Освоение серьезной классики шло у нас поверхностно, на уровне копирования наиболее очевидных вещей; но сложность «Улисса» или «Шума и ярости» есть прежде всего сложность содержания, а не формы. Классики нет без концепции человека, а советский котельный авангард использовал джойсовские, фолкнеровские или селиновские приемы для описания советского быта, забавного, иногда трагического, но никогда не сложного. Исключение составлял Андрей Синявский, у которого и приемы были, впрочем, незаемные, но кто у нас толком читал раннего Синявского, лучших, терцевских времен? У нас и «Кошкин дом», последний и самый совершенный его роман, толком не прочитан.
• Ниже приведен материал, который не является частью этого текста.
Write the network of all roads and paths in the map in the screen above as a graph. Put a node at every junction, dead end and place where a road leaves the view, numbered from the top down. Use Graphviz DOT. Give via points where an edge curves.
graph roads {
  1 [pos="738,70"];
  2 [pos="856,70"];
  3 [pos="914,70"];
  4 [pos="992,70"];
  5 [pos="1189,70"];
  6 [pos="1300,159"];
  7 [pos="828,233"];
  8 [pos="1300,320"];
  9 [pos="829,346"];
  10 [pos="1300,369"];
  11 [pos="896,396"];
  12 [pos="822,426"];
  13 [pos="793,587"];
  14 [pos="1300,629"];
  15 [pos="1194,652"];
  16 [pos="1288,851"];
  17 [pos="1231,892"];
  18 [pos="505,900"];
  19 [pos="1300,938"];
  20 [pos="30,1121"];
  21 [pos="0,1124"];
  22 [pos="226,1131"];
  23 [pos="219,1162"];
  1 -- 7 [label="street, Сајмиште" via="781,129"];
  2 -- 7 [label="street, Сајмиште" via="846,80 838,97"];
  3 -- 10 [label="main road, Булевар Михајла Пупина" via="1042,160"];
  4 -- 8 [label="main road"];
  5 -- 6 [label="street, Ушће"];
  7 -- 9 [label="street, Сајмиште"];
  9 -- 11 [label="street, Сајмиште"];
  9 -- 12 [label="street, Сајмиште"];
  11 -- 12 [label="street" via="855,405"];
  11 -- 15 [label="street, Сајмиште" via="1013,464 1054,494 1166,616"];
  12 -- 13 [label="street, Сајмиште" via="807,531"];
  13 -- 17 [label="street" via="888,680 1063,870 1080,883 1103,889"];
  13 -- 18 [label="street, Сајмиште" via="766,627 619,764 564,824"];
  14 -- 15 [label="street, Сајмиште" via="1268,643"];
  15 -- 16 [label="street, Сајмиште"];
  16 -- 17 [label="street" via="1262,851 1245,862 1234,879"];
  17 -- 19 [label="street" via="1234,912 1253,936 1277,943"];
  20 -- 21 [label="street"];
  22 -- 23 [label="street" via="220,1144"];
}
Без новой, сложной, глубоко личной концепции человека большой роман не пишется, социальное должно быть поддержано философским, и каждый сколько-нибудь популярный Большой Западный Роман такой концепцией обладает. Последний пример действительно успешной серьезной книги – «Свобода» Джонатана Франзена (чьи «Поправки», роман в отличие от «Свободы» действительно близкий к гениальности, я купил на улице в киоске уцененной литературы, кажется, за пятьдесят рублей). Русская реальность ничуть не беднее американской, да вот беда, инструментарий для ее освоения у нас поныне чрезвычайно бедный, горьковский, в лучшем случае шестидесятнический. Нет слов, есть и в России попытки освоить авангард, скажем, Сергей Самсонов последних два романа написал ритмической прозой с явной оглядкой на Андрея Белого. Но вот в чем проблема: Белый ведь замечателен не только и не столько ритмизацией, сколько зоркостью, избыточностью деталей, мощной звукописью, а главное – обилием и оригинальностью мыслей. Чтобы написать «Петербург», мало изобрести «капустный гекзаметр», как называл Владимир Набоков бугаевские трехстопники; надо много думать о Востоке и Западе, читать греков и немцев, обладать нешуточной изобразительной силой – всего этого у Самсонова нет совершенно.
Модернизм раздвинул не только эстетические, но и философские горизонты. Без опыта модернистов писать коммерчески успешную прозу – значит по примеру Хоттабыча делать мраморный телефон. Как раз сегодня все нужное для коммерческого успеха – стремительный, непредсказуемый, ветвящийся сюжет, лаконизм, точный эпитет – можно толком освоить, только если прочесть гигантский массив серьезной западной прозы эдак с десятых по семидесятые; но кто же в России может этим похвастаться? Начитаннее других Пелевин, виртуозно освоивший, по крайней мере, Карлоса Кастанеду и Дугласа Коупленда, но последний его роман показал, что и этого недостаточно. Сегодняшняя американская футурологическая фантастика для российского читателя, расслабившегося на манной каше драконовских фэнтези, почти всегда сложновата – «Ложная слепота» Питера Уоттса стала событием для немногих истинных ценителей жанра, а это ведь далеко не самый хитрый текст. «Это написано как бы обкурившимся Лемом», – одобрительно заметил Михаил Успенский; но обкурившийся Лем как раз и есть идеальный современный фантаст. Лем сегодня явно показался бы скучным большинству десятиклассников – ровесников тех советских поглотителей «Маски» и «Гласа Божьего», которых воспитывали «Квант» или «Химия и жизнь».